Before Clovis the belief was that the Americas had been occupied for maybe 3000 years, and that before Columbus, no one had reached the Americas by ship. It was a foolish, unsubstantiated belief, and was an outgrowth of the politics of the time.

Isolationist politics are still at work today (the Buchanan Brigade, for just one such example).

Louis Leakey, while studying and lecturing in the US, brought down upon himself the wrath of the godfather of the 3000 year chronology by suggesting that 3000 years weren't nearly enough for the development of so many distinct cultures and languages, and (at that time) three civilizations. Later, Leakey was involved with the Calico site, which at 200K years old was rejected, despite the obvious connections with the stone "technology" sites found elsewhere in the world.

Clovis points were first identified in 1932 (thereabouts) but were not accepted due to the discerned dating.

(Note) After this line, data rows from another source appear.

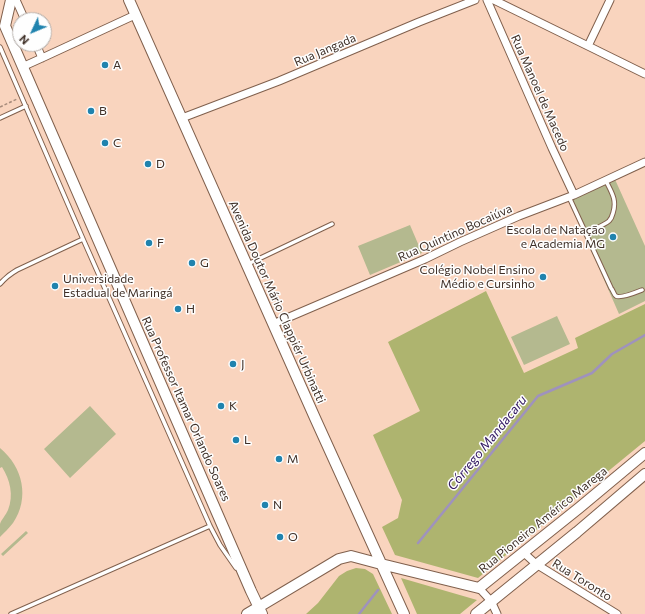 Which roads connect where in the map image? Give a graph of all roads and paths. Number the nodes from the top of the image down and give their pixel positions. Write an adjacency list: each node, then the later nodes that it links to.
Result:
1 (11, 0): 14 (main road, Rua Professor Itamar Orlando Soares)
2 (16, 0): 8 (street)
3 (129, 0): 9 (main road, Avenida Doutor Mário Clappiér Urbinatti)
4 (476, 0): 20 (street, Rua Jangada)
5 (487, 0): 23 (street, Rua Manoel de Macedo)
6 (494, 0): 10 (street)
7 (610, 0): 10 (street)
8 (21, 12)
9 (135, 14): 13 (street); 20 (main road, Avenida Doutor Mário Clappiér Urbinatti)
10 (588, 46): 15 (street)
11 (0, 47): 16 (lane)
12 (39, 52): 13 (street)
13 (42, 58): 14 (street)
14 (22, 67): 38 (main road, Rua Professor Itamar Orlando Soares)
15 (645, 74)
16 (22, 97): 17 (lane); 18 (path)
17 (26, 106): 19 (lane); 26 (lane)
18 (0, 107)
19 (0, 118)
20 (182, 118): 27 (main road, Avenida Doutor Mário Clappiér Urbinatti)
21 (645, 162): 22 (street, Rua Quintino Bocaiúva)
22 (606, 180): 23 (street, Rua Quintino Bocaiúva); 25 (lane)
23 (572, 196): 25 (lane); 30 (street, Rua Quintino Bocaiúva)
24 (332, 224): 27 (lane)
25 (586, 233): 29 (lane)
26 (83, 239): 28 (lane); 33 (lane)
27 (246, 265): 30 (main road, Avenida Doutor Mário Clappiér Urbinatti)
28 (0, 284)
29 (642, 290)
30 (273, 324): 35 (main road, Avenida Doutor Mário Clappiér Urbinatti)
31 (645, 453): 34 (main road, Rua Pioneiro Américo Marega)
32 (645, 474): 36 (main road)
33 (210, 526): 38 (lane); 41 (lane)
34 (524, 553): 36 (street, Rua Toronto); 37 (main road, Rua Pioneiro Américo Marega)
35 (380, 564): 37 (main road, Rua Pioneiro Américo Marega); 40 (main road, Rua Pioneiro Américo Marega); 43 (main road, Avenida Doutor Mário Clappiér Urbinatti)
36 (536, 564): 39 (main road); 46 (street, Rua Toronto)
37 (480, 588): 39 (street)
38 (251, 591): 40 (main road, Rua Professor Itamar Orlando Soares)
39 (491, 601): 44 (main road); 45 (street)
40 (260, 610): 42 (main road, Rua Pioneiro Américo Marega)
41 (11, 614)
42 (247, 614)
43 (404, 614)
44 (476, 614)
45 (497, 614)
46 (617, 614)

Radiocarbon dating cleared away remaining doubt about the antiquity of Clovis, but rather than opening minds, the permissible maximum age was merely set to a higher figure, what I call "Clovis First and Only".

Thanks to the efforts of (and the abuse heaped upon) Tom Dillehay, the CFAO belief system is stone cold dead, although it still speaks through some trance mediums from time to time. ;')
George W. Bush will be reelected by a margin of at least ten per cent

24 posted on 09/24/2004 7:26:53 PM PDT by SunkenCiv ("All I have seen teaches me trust the Creator for all I have not seen." -- Emerson)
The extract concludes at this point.